Start of RECORDED DATA

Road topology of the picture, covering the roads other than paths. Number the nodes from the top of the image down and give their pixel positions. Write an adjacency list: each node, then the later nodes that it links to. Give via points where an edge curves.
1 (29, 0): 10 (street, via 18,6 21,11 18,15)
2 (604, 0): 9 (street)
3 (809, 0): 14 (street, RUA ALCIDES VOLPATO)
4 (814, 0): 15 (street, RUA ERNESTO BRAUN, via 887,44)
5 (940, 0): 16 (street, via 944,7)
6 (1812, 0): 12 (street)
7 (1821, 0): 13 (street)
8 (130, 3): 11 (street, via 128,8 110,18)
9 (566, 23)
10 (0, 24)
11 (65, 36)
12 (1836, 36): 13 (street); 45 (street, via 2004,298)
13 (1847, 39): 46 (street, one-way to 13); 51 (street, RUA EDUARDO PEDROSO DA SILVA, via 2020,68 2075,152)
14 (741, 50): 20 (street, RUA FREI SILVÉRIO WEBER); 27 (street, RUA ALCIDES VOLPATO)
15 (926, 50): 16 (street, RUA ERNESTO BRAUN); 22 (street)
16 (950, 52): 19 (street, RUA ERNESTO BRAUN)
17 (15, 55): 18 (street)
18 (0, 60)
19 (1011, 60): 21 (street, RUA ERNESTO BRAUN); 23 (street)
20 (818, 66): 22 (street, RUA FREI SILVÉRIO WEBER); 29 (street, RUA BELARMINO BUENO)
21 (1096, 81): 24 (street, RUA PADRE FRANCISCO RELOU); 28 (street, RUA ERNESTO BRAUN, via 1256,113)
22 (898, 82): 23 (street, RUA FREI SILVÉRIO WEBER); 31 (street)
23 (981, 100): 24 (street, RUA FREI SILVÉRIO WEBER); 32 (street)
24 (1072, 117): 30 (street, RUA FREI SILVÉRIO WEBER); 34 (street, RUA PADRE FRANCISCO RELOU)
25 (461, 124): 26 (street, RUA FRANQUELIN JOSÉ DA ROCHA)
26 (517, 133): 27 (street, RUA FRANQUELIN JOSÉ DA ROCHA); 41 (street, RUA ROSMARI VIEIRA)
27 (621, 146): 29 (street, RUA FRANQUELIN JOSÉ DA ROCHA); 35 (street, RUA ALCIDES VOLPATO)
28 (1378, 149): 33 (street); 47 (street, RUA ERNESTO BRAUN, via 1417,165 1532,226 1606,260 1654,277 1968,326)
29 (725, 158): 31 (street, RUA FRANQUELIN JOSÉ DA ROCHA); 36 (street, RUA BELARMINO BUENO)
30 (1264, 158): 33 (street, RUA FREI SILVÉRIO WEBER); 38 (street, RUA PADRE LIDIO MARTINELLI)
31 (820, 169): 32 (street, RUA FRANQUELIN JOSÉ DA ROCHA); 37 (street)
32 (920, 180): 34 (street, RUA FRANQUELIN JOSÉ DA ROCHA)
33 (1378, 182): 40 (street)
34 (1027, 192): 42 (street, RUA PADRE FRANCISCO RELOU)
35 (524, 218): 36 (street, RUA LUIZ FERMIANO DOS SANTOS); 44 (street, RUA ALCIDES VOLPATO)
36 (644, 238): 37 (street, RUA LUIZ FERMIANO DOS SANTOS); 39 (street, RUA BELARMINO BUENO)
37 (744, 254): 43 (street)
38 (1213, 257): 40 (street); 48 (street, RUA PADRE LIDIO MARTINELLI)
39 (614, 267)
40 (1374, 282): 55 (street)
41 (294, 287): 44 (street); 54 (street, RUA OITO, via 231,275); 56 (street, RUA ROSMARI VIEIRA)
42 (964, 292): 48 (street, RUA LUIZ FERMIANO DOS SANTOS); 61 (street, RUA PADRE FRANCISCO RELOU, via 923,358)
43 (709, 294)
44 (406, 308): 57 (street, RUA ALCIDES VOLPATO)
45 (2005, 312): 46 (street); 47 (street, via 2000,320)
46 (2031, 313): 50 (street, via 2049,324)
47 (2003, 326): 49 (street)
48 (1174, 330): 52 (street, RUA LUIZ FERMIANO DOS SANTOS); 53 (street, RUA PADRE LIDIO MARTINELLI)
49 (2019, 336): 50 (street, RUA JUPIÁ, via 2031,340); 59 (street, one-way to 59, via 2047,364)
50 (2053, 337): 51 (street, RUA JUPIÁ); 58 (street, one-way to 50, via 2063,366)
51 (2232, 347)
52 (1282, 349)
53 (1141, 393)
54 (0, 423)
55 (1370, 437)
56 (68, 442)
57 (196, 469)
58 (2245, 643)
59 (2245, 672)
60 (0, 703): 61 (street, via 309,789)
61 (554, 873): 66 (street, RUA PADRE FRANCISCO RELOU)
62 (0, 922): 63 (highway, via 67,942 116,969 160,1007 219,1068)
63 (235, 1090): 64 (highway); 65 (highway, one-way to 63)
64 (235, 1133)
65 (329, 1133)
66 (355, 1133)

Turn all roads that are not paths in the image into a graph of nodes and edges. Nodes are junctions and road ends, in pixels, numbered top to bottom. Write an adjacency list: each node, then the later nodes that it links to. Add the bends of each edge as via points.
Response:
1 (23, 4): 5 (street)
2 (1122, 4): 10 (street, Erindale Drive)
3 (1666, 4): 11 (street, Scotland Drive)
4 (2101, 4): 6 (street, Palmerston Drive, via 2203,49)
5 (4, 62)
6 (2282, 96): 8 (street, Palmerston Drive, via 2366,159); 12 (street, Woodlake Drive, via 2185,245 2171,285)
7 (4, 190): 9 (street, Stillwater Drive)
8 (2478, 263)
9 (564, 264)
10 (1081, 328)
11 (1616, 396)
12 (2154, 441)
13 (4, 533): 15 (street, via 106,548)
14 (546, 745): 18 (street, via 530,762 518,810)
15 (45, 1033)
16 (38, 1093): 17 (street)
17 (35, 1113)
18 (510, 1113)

End of RECORDED DATA

§ **TO DO**:
Copy out the whole listing, exactly as written.

§ **COMPLETED EXERCISE**:
Road topology of the picture, covering the roads other than paths. Number the nodes from the top of the image down and give their pixel positions. Write an adjacency list: each node, then the later nodes that it links to. Give via points where an edge curves.
1 (29, 0): 10 (street, via 18,6 21,11 18,15)
2 (604, 0): 9 (street)
3 (809, 0): 14 (street, RUA ALCIDES VOLPATO)
4 (814, 0): 15 (street, RUA ERNESTO BRAUN, via 887,44)
5 (940, 0): 16 (street, via 944,7)
6 (1812, 0): 12 (street)
7 (1821, 0): 13 (street)
8 (130, 3): 11 (street, via 128,8 110,18)
9 (566, 23)
10 (0, 24)
11 (65, 36)
12 (1836, 36): 13 (street); 45 (street, via 2004,298)
13 (1847, 39): 46 (street, one-way to 13); 51 (street, RUA EDUARDO PEDROSO DA SILVA, via 2020,68 2075,152)
14 (741, 50): 20 (street, RUA FREI SILVÉRIO WEBER); 27 (street, RUA ALCIDES VOLPATO)
15 (926, 50): 16 (street, RUA ERNESTO BRAUN); 22 (street)
16 (950, 52): 19 (street, RUA ERNESTO BRAUN)
17 (15, 55): 18 (street)
18 (0, 60)
19 (1011, 60): 21 (street, RUA ERNESTO BRAUN); 23 (street)
20 (818, 66): 22 (street, RUA FREI SILVÉRIO WEBER); 29 (street, RUA BELARMINO BUENO)
21 (1096, 81): 24 (street, RUA PADRE FRANCISCO RELOU); 28 (street, RUA ERNESTO BRAUN, via 1256,113)
22 (898, 82): 23 (street, RUA FREI SILVÉRIO WEBER); 31 (street)
23 (981, 100): 24 (street, RUA FREI SILVÉRIO WEBER); 32 (street)
24 (1072, 117): 30 (street, RUA FREI SILVÉRIO WEBER); 34 (street, RUA PADRE FRANCISCO RELOU)
25 (461, 124): 26 (street, RUA FRANQUELIN JOSÉ DA ROCHA)
26 (517, 133): 27 (street, RUA FRANQUELIN JOSÉ DA ROCHA); 41 (street, RUA ROSMARI VIEIRA)
27 (621, 146): 29 (street, RUA FRANQUELIN JOSÉ DA ROCHA); 35 (street, RUA ALCIDES VOLPATO)
28 (1378, 149): 33 (street); 47 (street, RUA ERNESTO BRAUN, via 1417,165 1532,226 1606,260 1654,277 1968,326)
29 (725, 158): 31 (street, RUA FRANQUELIN JOSÉ DA ROCHA); 36 (street, RUA BELARMINO BUENO)
30 (1264, 158): 33 (street, RUA FREI SILVÉRIO WEBER); 38 (street, RUA PADRE LIDIO MARTINELLI)
31 (820, 169): 32 (street, RUA FRANQUELIN JOSÉ DA ROCHA); 37 (street)
32 (920, 180): 34 (street, RUA FRANQUELIN JOSÉ DA ROCHA)
33 (1378, 182): 40 (street)
34 (1027, 192): 42 (street, RUA PADRE FRANCISCO RELOU)
35 (524, 218): 36 (street, RUA LUIZ FERMIANO DOS SANTOS); 44 (street, RUA ALCIDES VOLPATO)
36 (644, 238): 37 (street, RUA LUIZ FERMIANO DOS SANTOS); 39 (street, RUA BELARMINO BUENO)
37 (744, 254): 43 (street)
38 (1213, 257): 40 (street); 48 (street, RUA PADRE LIDIO MARTINELLI)
39 (614, 267)
40 (1374, 282): 55 (street)
41 (294, 287): 44 (street); 54 (street, RUA OITO, via 231,275); 56 (street, RUA ROSMARI VIEIRA)
42 (964, 292): 48 (street, RUA LUIZ FERMIANO DOS SANTOS); 61 (street, RUA PADRE FRANCISCO RELOU, via 923,358)
43 (709, 294)
44 (406, 308): 57 (street, RUA ALCIDES VOLPATO)
45 (2005, 312): 46 (street); 47 (street, via 2000,320)
46 (2031, 313): 50 (street, via 2049,324)
47 (2003, 326): 49 (street)
48 (1174, 330): 52 (street, RUA LUIZ FERMIANO DOS SANTOS); 53 (street, RUA PADRE LIDIO MARTINELLI)
49 (2019, 336): 50 (street, RUA JUPIÁ, via 2031,340); 59 (street, one-way to 59, via 2047,364)
50 (2053, 337): 51 (street, RUA JUPIÁ); 58 (street, one-way to 50, via 2063,366)
51 (2232, 347)
52 (1282, 349)
53 (1141, 393)
54 (0, 423)
55 (1370, 437)
56 (68, 442)
57 (196, 469)
58 (2245, 643)
59 (2245, 672)
60 (0, 703): 61 (street, via 309,789)
61 (554, 873): 66 (street, RUA PADRE FRANCISCO RELOU)
62 (0, 922): 63 (highway, via 67,942 116,969 160,1007 219,1068)
63 (235, 1090): 64 (highway); 65 (highway, one-way to 63)
64 (235, 1133)
65 (329, 1133)
66 (355, 1133)

Turn all roads that are not paths in the image into a graph of nodes and edges. Nodes are junctions and road ends, in pixels, numbered top to bottom. Write an adjacency list: each node, then the later nodes that it links to. Add the bends of each edge as via points.
Response:
1 (23, 4): 5 (street)
2 (1122, 4): 10 (street, Erindale Drive)
3 (1666, 4): 11 (street, Scotland Drive)
4 (2101, 4): 6 (street, Palmerston Drive, via 2203,49)
5 (4, 62)
6 (2282, 96): 8 (street, Palmerston Drive, via 2366,159); 12 (street, Woodlake Drive, via 2185,245 2171,285)
7 (4, 190): 9 (street, Stillwater Drive)
8 (2478, 263)
9 (564, 264)
10 (1081, 328)
11 (1616, 396)
12 (2154, 441)
13 (4, 533): 15 (street, via 106,548)
14 (546, 745): 18 (street, via 530,762 518,810)
15 (45, 1033)
16 (38, 1093): 17 (street)
17 (35, 1113)
18 (510, 1113)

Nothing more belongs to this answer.